Ação: Tente usar o mesmo login e senha que é utilizado para assinar documentos no SEI.

Contato Direto com a DTIC (Suporte Técnico)
Como não há autoatendimento na tela, o procedimento oficial é solicitar o reset diretamente ao setor de tecnologia da Polícia Militar (DTIC – Diretoria de Tecnologia, Inovação e Comunicação).

Telefone: (84) 3232-6793

E-mail: [email protected] ou [email protected]

Dica: Se for enviar e-mail, peça para o próprio titular enviar informando Nome, Matrícula e a mensagem “Solicitação de reset de senha SISGP”.

2. Busque uma avaliação especializada

O erro de cálculo muitas vezes não é perceptível em uma análise superficial do contracheque, pois o valor aplicado não corresponde aos percentuais previstos em lei. A constatação depende de uma análise técnica minuciosa da evolução remuneratória, que considere promoções, mudanças de nível e a graduação ou posto do militar ao longo do tempo. Por isso, é fundamental que essa verificação seja realizada por um profissional qualificado.

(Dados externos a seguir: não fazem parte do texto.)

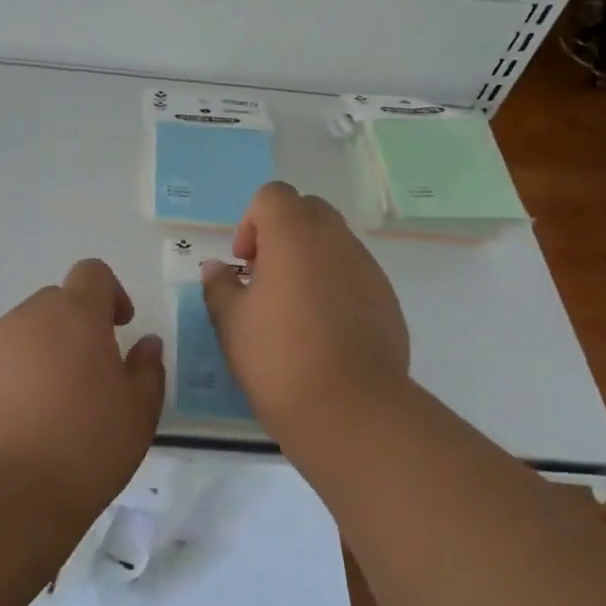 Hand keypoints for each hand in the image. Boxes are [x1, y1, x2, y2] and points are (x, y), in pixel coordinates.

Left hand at [0, 259, 164, 523]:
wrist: (4, 495)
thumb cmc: (85, 448)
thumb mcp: (138, 413)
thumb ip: (147, 368)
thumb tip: (146, 343)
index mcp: (76, 316)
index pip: (92, 273)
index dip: (109, 292)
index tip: (118, 326)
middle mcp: (27, 317)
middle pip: (55, 303)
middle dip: (74, 326)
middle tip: (86, 375)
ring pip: (21, 332)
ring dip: (40, 352)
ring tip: (47, 406)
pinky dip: (8, 377)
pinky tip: (14, 422)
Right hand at [202, 182, 409, 438]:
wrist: (351, 410)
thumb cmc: (279, 359)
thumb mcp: (231, 323)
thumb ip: (220, 286)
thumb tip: (218, 268)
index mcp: (294, 236)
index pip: (273, 195)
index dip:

3. Considere a ação judicial

Comprovada a inconsistência por meio da análise técnica, a via judicial tem se mostrado o caminho eficaz para garantir o direito. A ação judicial visa obter uma sentença que determine tanto o pagamento dos valores retroativos (respeitada a prescrição quinquenal) quanto a implantação definitiva do valor correto do subsídio para o futuro, corrigindo a falha na folha de pagamento.

Conclusão

O caso dos militares do Rio Grande do Norte demonstra como um pequeno erro administrativo pode ter consequências financeiras enormes e duradouras. Isso demonstra uma falha sistêmica porque revela que, mesmo com a lei em vigor, a sua aplicação correta não é garantida, exigindo vigilância contínua por parte dos servidores.

A remuneração de um servidor público não é um favor, mas uma contrapartida legalmente definida. O caso do RN é um poderoso lembrete de que a cidadania ativa inclui a vigilância sobre os próprios direitos, transformando o contracheque de um simples extrato em um documento de fiscalização. Você já parou para analisar a fundo o seu e as leis que regem sua remuneração?